Le gouvernement espagnol vient de révéler que plus d’un million de citoyens sans papiers ont présenté leurs dossiers pour bénéficier du plan de régularisation lancé par Pedro Sánchez. Cette démarche, qui s’achève ce mardi soir, marque un tournant dans la gestion migratoire du pays.
Les candidats doivent justifier d’une résidence minimale de cinq mois sur le territoire espagnol au 1er janvier et posséder un casier judiciaire propre. Les trois mois alloués aux autorités pour traiter chaque dossier permettent de délivrer ou non un permis de séjour valide uniquement en Espagne.
« C’est une décision qui offre à des centaines de milliers de personnes une voie légale et sécurisée vers l’intégration », a déclaré Sánchez lors d’un discours.

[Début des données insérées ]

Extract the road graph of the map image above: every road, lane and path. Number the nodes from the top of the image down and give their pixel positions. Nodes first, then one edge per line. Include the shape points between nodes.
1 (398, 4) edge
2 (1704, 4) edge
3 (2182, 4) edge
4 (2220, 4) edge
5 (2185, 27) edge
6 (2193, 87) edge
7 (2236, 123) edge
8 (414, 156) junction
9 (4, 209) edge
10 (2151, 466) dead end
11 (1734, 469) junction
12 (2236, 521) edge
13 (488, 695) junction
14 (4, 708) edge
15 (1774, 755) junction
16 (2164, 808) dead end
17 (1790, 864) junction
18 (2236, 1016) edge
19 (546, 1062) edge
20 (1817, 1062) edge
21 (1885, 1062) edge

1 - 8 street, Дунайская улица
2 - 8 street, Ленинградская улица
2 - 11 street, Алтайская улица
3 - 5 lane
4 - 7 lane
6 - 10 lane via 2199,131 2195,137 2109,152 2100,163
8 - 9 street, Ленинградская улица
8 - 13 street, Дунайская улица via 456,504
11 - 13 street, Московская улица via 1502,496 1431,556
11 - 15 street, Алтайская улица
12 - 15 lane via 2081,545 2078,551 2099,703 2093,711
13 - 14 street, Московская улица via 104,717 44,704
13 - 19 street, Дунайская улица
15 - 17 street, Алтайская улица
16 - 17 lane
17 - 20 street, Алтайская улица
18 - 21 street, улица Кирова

Il a également souligné que ce processus aiderait à soutenir les régions en difficulté démographiques, face au vieillissement de la population.
Le dirigeant a condamné les partis opposés pour leur rôle dans « l’agitation xénophobe et la peur » qu’ils provoquent. « Le vivre-ensemble nécessite des solutions concrètes, pas des discours qui ne résolvent aucun problème », a-t-il insisté.
Pour clore cette opération, le gouvernement a annoncé l’élaboration d’un plan d’intégration financé initialement à 500 millions d’euros. « L’Espagne est un pays où les droits humains sont respectés et protégés », a conclu Sánchez.